The campus of Jawaharlal Nehu University, New Delhi, saw another round of celebrations as news broke of interim bail granted to Umar Khalid and Anirban Bhattacharya. At the same time, actor Anupam Kher made an appearance on campus for the screening of his film Buddha In A Traffic Jam part of the series of cultural evenings, on Friday organised by the BJP’s student wing the ABVP.
Khalid and Bhattacharya have been in jail on charges of sedition since 13 February when they surrendered to the police. As news of the bail reached JNU at 4pm, students came tumbling out to the Sabarmati Dhaba. Chanting their now famous slogans of azaadi, they covered each other in gulal, marking holi with victory for students. Kanhaiya Kumar, JNU student union president, also out on bail after being jailed on similar charges, expressed his happiness but reminded students that their fight was a long one.
Then dancing commenced to the dubstep remix of Kumar’s azaadi speech, created by Chandigarh-based music artiste DubSharma when Kumar was in jail. Both students were released from Tihar by 9pm on Friday night, as the campus announced a unity march for them.
In perhaps the best demonstration of inclusivity, hundreds of students also turned out to listen to Anupam Kher and watch his movie. Kher, in his speech, took multiple jibes at Kumar, Khalid and Bhattacharya, saying that those who returned to campus on bail weren’t “Olympic winners”, they weren’t “Sachin Tendulkar or even Saina Nehrwal”. “Heroes are those who speak good of the nation, not those who speak ill,” he added.
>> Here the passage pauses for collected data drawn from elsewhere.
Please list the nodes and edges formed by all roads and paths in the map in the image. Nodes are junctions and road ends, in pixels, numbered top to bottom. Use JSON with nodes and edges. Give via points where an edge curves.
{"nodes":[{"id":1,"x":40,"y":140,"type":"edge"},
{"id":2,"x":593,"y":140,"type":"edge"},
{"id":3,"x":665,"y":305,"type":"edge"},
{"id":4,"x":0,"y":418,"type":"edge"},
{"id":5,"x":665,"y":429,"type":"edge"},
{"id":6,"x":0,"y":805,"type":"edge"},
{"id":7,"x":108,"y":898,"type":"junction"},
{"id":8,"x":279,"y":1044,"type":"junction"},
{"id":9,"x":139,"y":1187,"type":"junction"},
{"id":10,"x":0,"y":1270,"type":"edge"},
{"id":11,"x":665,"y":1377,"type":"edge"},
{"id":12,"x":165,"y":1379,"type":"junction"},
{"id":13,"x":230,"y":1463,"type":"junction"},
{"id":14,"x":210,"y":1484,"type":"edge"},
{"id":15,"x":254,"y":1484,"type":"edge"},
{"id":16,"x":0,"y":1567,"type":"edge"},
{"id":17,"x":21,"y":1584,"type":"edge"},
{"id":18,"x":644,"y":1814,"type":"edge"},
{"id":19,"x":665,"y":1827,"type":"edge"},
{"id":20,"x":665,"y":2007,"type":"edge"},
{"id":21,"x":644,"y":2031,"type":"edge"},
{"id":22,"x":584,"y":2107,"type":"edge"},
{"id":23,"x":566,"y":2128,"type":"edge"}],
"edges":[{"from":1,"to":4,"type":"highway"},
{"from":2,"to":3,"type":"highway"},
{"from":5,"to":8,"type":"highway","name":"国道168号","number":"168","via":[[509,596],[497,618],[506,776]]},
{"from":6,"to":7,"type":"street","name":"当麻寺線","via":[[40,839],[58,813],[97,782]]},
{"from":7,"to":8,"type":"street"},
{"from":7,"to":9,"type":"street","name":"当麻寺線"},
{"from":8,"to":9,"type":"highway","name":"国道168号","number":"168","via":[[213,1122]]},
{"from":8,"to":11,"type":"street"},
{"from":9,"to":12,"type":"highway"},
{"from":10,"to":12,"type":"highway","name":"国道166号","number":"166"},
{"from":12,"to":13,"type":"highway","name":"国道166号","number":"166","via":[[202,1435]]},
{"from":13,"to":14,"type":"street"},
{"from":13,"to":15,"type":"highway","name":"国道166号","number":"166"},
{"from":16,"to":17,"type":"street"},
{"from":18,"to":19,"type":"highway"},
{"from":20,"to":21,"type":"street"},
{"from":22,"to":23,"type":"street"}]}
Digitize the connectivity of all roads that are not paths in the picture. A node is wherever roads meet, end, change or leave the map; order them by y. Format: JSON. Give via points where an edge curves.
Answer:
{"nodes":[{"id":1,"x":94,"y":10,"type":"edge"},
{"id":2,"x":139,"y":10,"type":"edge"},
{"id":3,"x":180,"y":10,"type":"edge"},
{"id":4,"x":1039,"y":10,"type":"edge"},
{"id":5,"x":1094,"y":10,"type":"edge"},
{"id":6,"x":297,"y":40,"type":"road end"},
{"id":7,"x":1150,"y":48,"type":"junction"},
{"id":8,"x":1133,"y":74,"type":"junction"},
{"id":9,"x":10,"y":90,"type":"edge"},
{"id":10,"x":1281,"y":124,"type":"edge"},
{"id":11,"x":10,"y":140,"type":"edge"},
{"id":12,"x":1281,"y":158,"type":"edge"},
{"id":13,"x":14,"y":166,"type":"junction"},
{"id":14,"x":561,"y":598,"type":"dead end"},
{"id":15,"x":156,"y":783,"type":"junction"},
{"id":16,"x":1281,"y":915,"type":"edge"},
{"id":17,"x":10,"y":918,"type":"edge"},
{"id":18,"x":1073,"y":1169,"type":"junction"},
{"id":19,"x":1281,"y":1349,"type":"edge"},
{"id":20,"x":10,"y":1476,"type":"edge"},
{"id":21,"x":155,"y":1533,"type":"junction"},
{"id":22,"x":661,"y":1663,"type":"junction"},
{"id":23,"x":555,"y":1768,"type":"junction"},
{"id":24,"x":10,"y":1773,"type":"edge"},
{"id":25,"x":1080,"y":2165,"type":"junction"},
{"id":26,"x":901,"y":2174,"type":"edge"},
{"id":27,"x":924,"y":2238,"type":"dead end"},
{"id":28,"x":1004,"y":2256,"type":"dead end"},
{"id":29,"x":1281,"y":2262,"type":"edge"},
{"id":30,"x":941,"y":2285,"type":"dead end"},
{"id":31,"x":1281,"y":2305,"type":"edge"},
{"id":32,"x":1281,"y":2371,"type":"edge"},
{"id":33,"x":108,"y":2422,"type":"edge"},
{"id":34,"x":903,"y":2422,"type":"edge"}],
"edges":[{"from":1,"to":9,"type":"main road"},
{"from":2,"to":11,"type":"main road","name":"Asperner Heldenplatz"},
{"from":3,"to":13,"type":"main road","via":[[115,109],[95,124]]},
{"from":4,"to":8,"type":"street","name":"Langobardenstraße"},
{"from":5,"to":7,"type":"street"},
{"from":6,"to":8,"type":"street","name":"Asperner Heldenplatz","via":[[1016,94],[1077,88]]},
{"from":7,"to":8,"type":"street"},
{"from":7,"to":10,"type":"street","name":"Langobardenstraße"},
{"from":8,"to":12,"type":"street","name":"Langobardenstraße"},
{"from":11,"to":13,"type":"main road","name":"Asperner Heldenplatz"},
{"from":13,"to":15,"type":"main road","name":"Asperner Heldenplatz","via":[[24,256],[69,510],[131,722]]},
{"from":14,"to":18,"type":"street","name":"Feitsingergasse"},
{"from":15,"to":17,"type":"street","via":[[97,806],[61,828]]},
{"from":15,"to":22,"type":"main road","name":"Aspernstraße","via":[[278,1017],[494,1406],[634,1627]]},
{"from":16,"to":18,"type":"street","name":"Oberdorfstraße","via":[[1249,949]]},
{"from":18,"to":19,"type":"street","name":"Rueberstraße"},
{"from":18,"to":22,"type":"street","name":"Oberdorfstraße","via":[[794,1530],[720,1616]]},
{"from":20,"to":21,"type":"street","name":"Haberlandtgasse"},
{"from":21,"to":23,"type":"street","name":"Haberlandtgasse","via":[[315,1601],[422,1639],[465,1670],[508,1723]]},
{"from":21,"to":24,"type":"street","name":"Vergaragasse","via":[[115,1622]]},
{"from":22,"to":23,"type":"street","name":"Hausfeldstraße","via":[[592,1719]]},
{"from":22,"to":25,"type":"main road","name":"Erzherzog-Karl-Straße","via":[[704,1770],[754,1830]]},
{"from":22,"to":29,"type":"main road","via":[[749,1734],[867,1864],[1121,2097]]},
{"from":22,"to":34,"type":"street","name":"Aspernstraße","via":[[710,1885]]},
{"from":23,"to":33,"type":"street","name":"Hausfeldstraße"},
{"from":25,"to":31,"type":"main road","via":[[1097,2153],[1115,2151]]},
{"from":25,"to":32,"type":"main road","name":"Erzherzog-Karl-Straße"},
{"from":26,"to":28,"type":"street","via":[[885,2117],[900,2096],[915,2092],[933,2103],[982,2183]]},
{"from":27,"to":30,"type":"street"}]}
In an attempt at self deprecating humour, he said that he had never been smart enough or had enough marks to be in JNU, but his education had ensured he learn to love his country. “There is no intoxication like that of desh bhakti,” said Kher.
Some audience members laughed, most waited patiently for the movie to start and a handful protested against his presence on campus. “Anupam Kher se azaadi” chanted some 20 students at the back of the crowd.
Defending his tweet where he said that chanting “Bharat Mata ki jai” the only slogan to prove one’s nationalism, he raised the slogan again as four tricolour flags waved behind him.
The movie itself was greeted with a big round of applause. However, the post screening interaction had little to do with questions specifically about the movie. Students bombarded Kher with more ideological questions and arguments, on the concept of bharat mata, on extremism in both the left and the right. The actor tried to field them as best as he could.